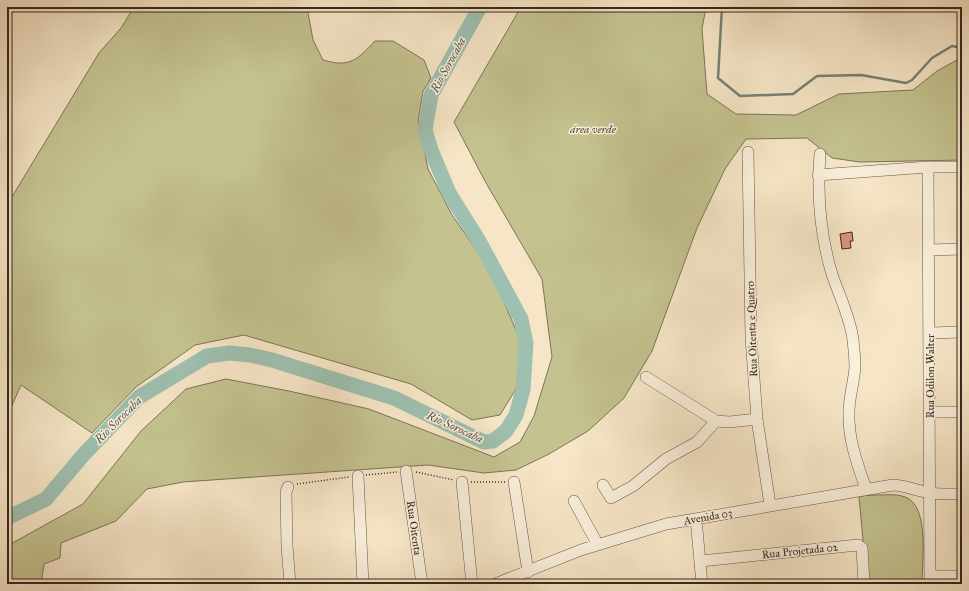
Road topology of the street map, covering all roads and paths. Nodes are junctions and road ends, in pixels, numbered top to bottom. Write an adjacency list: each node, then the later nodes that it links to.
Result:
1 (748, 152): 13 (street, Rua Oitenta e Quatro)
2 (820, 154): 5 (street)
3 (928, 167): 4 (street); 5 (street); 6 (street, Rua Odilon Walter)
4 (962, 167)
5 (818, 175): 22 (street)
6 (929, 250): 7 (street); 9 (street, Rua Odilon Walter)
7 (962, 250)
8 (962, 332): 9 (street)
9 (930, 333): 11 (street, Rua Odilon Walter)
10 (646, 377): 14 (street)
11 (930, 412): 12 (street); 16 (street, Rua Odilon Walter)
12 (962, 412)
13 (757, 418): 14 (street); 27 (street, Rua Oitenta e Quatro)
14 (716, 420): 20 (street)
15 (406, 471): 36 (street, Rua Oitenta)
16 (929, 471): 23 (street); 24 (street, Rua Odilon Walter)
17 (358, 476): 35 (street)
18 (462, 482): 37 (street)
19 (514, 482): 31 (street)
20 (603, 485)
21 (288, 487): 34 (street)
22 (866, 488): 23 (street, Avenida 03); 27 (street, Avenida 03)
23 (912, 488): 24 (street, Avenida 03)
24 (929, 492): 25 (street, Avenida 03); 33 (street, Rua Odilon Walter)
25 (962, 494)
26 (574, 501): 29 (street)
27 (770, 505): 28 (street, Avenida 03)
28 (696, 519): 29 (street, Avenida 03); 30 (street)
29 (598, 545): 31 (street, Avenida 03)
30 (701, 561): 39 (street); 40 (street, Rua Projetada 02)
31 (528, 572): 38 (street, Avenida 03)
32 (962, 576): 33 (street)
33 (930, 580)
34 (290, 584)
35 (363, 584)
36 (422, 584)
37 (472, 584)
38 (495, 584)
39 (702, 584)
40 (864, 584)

---

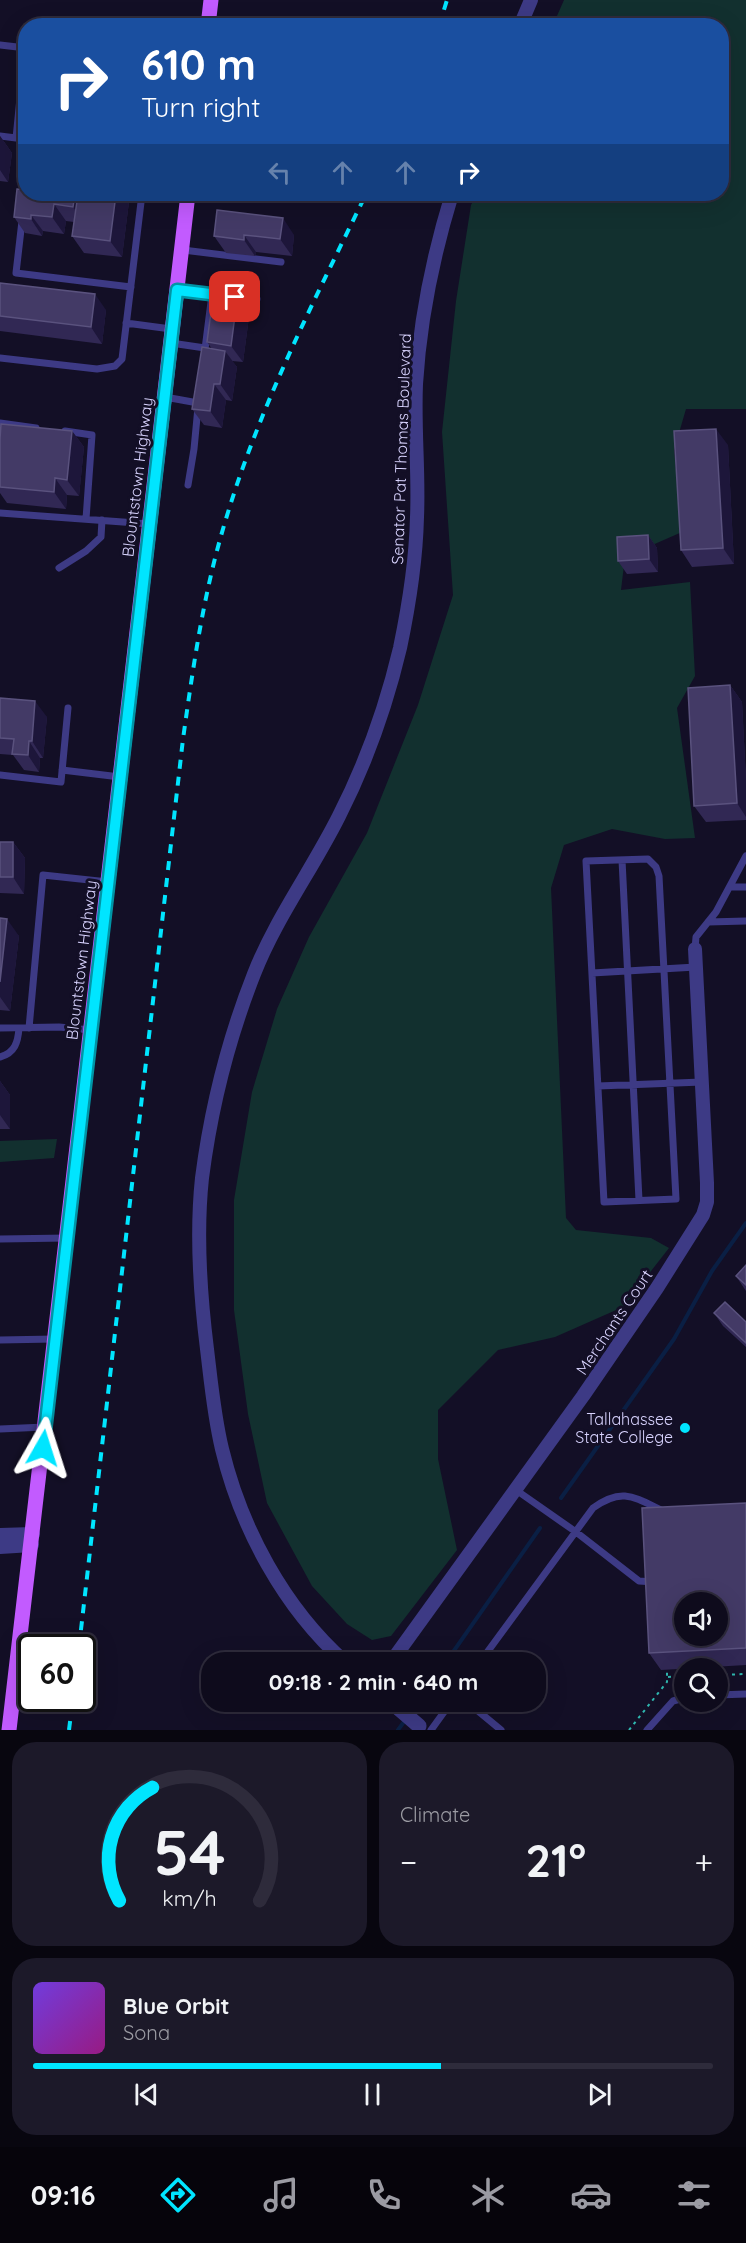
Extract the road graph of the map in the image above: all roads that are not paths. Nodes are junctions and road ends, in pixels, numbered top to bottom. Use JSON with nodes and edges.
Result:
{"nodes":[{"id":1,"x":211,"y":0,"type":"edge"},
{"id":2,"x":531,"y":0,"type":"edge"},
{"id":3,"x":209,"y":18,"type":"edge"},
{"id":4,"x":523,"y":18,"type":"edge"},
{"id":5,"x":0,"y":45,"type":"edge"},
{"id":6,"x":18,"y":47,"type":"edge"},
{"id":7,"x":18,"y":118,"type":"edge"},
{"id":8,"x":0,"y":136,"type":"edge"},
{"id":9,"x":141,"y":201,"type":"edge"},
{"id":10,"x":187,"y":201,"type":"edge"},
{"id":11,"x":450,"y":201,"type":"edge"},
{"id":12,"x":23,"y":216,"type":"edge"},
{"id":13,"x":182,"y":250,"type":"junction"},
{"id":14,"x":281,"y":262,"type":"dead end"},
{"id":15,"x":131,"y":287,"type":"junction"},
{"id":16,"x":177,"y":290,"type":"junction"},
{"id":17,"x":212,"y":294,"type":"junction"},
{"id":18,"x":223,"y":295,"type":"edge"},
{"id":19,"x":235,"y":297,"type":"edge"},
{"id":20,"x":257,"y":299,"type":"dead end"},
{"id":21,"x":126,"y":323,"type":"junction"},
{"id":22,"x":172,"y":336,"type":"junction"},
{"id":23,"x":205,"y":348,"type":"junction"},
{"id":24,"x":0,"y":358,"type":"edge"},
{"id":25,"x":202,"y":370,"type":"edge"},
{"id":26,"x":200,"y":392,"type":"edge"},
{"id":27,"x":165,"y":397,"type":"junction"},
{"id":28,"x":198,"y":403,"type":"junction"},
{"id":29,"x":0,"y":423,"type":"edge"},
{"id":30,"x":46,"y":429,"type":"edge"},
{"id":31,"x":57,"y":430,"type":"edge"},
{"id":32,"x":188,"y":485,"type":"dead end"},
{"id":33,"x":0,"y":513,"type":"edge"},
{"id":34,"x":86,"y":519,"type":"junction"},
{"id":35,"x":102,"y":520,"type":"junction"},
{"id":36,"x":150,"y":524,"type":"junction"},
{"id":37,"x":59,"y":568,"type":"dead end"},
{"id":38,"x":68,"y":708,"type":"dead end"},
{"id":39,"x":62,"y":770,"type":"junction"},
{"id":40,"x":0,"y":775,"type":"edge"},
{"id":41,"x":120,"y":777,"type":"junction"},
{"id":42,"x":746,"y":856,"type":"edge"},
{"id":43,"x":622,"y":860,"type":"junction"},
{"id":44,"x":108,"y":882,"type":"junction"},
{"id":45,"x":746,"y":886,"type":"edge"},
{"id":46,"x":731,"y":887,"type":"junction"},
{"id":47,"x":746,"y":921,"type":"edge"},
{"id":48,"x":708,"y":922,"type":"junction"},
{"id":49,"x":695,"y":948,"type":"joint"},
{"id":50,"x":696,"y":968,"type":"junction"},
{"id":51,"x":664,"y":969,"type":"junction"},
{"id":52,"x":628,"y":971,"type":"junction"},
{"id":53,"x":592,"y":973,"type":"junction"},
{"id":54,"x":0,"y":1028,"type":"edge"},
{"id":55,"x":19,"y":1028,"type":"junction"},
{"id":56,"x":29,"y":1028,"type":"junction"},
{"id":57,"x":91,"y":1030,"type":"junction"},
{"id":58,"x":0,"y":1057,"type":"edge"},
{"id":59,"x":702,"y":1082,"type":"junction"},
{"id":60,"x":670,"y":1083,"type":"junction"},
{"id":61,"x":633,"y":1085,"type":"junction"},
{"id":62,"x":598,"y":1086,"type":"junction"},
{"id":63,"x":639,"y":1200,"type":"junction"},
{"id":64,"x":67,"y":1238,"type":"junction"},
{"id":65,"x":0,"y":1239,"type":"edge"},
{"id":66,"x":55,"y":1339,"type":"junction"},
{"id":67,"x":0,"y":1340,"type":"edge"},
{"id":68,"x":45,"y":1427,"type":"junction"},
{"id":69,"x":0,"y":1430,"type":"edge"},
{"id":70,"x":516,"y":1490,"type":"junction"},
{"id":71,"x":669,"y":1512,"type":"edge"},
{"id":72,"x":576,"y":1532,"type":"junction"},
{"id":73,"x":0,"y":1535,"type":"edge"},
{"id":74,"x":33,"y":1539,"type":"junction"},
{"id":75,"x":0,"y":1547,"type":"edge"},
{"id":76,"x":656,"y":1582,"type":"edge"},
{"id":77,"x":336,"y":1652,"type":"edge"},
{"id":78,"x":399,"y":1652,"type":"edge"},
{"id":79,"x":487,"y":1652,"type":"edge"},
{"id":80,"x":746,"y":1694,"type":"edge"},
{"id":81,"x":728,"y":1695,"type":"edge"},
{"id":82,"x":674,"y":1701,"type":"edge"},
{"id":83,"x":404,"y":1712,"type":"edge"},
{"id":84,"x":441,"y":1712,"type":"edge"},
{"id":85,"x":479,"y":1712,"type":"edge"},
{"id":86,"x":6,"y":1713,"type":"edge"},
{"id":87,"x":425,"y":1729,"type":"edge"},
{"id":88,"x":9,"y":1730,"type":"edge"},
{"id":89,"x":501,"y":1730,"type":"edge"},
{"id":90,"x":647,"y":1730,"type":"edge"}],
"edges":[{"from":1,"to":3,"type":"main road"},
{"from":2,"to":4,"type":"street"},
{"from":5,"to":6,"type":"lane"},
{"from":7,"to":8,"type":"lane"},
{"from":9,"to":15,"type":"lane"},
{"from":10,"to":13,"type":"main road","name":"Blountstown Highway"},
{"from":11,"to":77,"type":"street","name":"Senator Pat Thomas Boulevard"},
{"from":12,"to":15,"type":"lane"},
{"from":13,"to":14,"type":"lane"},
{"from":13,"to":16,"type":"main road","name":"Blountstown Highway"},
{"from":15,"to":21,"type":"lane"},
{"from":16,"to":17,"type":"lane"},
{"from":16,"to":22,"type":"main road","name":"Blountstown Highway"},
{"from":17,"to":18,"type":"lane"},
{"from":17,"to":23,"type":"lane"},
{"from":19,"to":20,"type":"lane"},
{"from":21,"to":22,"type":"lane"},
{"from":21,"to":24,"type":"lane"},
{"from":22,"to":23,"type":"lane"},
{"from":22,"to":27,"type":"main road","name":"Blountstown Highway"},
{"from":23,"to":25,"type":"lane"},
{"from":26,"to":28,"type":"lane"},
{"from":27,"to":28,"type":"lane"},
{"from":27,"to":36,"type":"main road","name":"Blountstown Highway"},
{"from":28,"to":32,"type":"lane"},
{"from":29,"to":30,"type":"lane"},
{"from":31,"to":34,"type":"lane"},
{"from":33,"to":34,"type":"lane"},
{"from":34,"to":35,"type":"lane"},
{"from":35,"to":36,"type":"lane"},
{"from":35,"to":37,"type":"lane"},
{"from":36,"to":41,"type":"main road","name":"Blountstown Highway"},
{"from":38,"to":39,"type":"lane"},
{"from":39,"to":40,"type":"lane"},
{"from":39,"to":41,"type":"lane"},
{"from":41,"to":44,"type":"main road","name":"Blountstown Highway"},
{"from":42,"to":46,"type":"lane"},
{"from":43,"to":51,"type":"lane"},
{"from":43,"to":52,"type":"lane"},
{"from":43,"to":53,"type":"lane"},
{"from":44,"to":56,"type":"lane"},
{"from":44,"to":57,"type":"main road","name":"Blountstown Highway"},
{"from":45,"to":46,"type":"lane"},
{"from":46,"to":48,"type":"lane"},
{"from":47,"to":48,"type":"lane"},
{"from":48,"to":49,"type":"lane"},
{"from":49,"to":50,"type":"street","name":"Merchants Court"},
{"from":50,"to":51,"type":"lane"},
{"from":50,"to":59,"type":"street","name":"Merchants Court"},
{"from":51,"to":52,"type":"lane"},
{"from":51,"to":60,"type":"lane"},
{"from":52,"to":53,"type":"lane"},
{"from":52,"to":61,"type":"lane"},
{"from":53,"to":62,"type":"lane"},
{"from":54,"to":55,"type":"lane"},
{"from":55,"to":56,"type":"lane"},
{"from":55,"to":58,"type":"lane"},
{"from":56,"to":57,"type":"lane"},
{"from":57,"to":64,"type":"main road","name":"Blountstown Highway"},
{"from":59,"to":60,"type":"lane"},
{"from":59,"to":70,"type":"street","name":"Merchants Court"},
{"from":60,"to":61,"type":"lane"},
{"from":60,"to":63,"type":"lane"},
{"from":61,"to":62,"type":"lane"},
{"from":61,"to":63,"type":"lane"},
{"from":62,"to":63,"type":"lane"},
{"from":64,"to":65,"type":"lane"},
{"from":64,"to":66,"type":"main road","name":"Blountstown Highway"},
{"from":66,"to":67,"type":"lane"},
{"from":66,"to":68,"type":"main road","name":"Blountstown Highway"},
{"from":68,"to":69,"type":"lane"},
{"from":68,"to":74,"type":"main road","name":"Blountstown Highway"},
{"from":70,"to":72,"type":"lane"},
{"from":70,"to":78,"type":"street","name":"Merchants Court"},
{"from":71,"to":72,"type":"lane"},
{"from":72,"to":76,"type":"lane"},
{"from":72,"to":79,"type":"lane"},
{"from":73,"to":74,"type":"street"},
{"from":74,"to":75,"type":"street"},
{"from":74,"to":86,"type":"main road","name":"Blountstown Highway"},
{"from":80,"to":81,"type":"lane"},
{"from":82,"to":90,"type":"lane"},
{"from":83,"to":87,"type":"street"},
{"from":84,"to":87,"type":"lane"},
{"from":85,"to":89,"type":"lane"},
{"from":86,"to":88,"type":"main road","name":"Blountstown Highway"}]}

# [Exercise directions]
In the data above, which lines have "pixels"? Report each of them.

# [Solution for this problem]
Road topology of the street map, covering all roads and paths. Nodes are junctions and road ends, in pixels, numbered top to bottom. Write an adjacency list: each node, then the later nodes that it links to.
Extract the road graph of the map in the image above: all roads that are not paths. Nodes are junctions and road ends, in pixels, numbered top to bottom. Use JSON with nodes and edges.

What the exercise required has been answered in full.